*WHAT IS NEEDED:* In the listing that follows, give every line again exactly and omit the pictures.
--- DATA FOR THIS EXERCISE ---
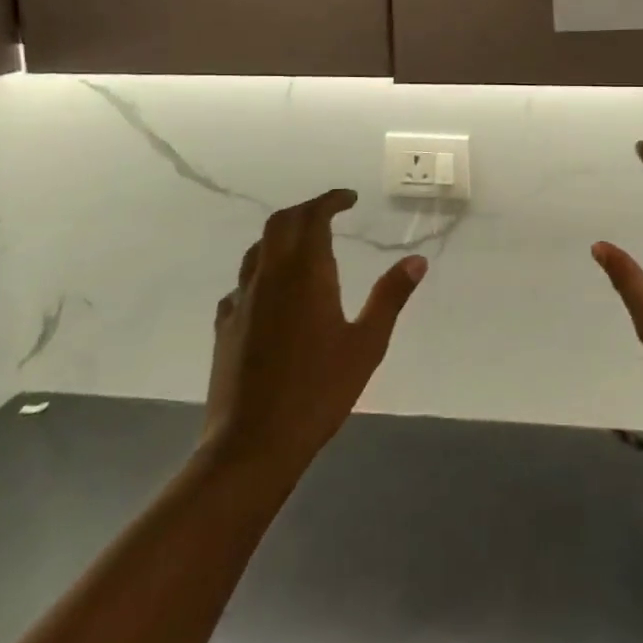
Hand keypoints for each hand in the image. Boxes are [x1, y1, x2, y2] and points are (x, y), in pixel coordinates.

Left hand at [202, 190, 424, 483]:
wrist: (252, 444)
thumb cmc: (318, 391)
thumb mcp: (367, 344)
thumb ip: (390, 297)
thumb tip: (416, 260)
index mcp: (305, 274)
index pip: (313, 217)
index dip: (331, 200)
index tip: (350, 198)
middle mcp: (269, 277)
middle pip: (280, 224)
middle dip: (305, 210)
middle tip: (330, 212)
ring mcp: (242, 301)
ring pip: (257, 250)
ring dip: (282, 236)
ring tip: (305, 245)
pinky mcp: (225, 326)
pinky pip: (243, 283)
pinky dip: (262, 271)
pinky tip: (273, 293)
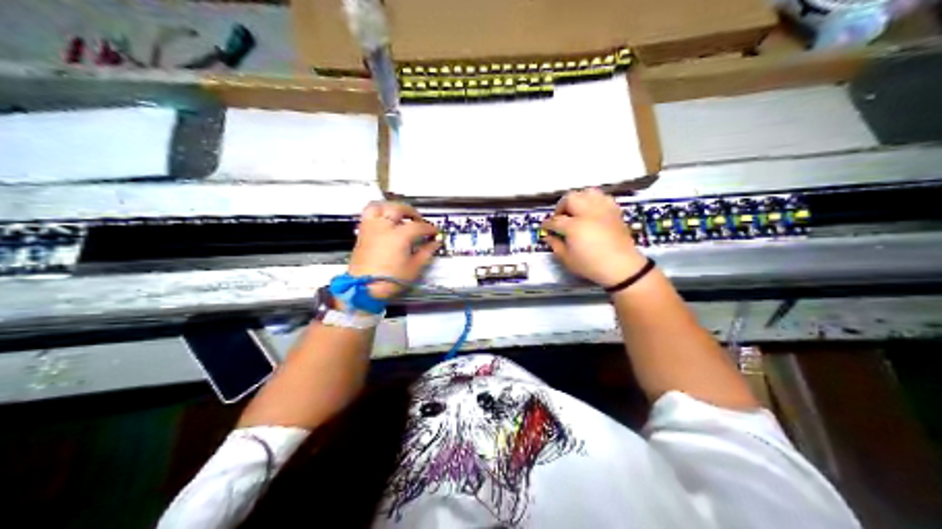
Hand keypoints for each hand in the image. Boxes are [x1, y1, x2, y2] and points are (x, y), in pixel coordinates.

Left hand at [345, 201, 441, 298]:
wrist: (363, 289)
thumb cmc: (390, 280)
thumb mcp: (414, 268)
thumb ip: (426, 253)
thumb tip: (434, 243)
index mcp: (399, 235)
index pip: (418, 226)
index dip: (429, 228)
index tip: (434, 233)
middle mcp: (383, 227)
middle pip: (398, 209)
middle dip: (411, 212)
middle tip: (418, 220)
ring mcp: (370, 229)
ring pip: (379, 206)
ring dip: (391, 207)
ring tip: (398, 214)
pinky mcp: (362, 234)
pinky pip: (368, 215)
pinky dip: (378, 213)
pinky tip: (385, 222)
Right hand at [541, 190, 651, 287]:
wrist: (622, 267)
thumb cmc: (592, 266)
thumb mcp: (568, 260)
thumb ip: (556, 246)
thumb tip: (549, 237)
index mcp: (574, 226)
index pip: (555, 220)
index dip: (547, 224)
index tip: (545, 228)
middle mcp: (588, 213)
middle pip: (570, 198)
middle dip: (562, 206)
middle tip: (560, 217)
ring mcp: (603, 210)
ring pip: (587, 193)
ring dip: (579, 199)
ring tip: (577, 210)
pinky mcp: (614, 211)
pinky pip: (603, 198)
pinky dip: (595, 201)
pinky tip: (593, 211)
---
*EXERCISE SOLUTION:*
Hand keypoints for each hand in the image. Boxes are [x1, y1, x2, y2] and points are (x, y), in pixel coordinates.

Left hand at [202, 190, 424, 483]:
wrist: (252, 444)
thumb cmc: (318, 391)
thumb mcp: (367, 344)
thumb ip: (390, 297)
thumb tip: (416, 260)
index mcp: (305, 274)
index pip: (313, 217)
index dip: (331, 200)
index tip: (350, 198)
middle mcp: (269, 277)
middle pip: (280, 224)
middle dip: (305, 210)
middle tip: (330, 212)
ring mcp: (242, 301)
ring pip: (257, 250)
ring dip: (282, 236)
ring tip: (305, 245)
pinky mcp: (225, 326)
pinky pip: (243, 283)
pinky dip: (262, 271)
pinky tip: (273, 293)
Hand keypoints for each hand in the image. Boxes are [x1, y1, x2, y2] and points are (x, y), in pixel coordinates.

Left hand at [345, 201, 441, 298]:
wrist: (363, 289)
thumb cmc: (390, 280)
thumb mcp: (414, 268)
thumb ip: (426, 253)
thumb tip: (434, 243)
index mcp: (399, 235)
index pip: (418, 226)
index dip: (429, 228)
index tip: (434, 233)
middle mcp: (383, 227)
middle pip: (398, 209)
middle dip: (411, 212)
middle tip: (418, 220)
ring mcp: (370, 229)
ring pip: (379, 206)
ring dip: (391, 207)
ring tip: (398, 214)
pinky mcp: (362, 234)
pinky pip: (368, 215)
pinky dip: (378, 213)
pinky tip: (385, 222)
Right hand at [541, 190, 651, 287]:
wrist: (622, 267)
thumb cmc: (592, 266)
thumb mcp: (568, 260)
thumb ip: (556, 246)
thumb tip: (549, 237)
index mcp: (574, 226)
index pip: (555, 220)
index dip: (547, 224)
index tip: (545, 228)
middle mcp: (588, 213)
middle pip: (570, 198)
middle dip: (562, 206)
middle tip: (560, 217)
ring mcp: (603, 210)
ring pip: (587, 193)
ring dip: (579, 199)
ring tip: (577, 210)
pinky mcp: (614, 211)
pinky pip: (603, 198)
pinky dip: (595, 201)
pinky tip: (593, 211)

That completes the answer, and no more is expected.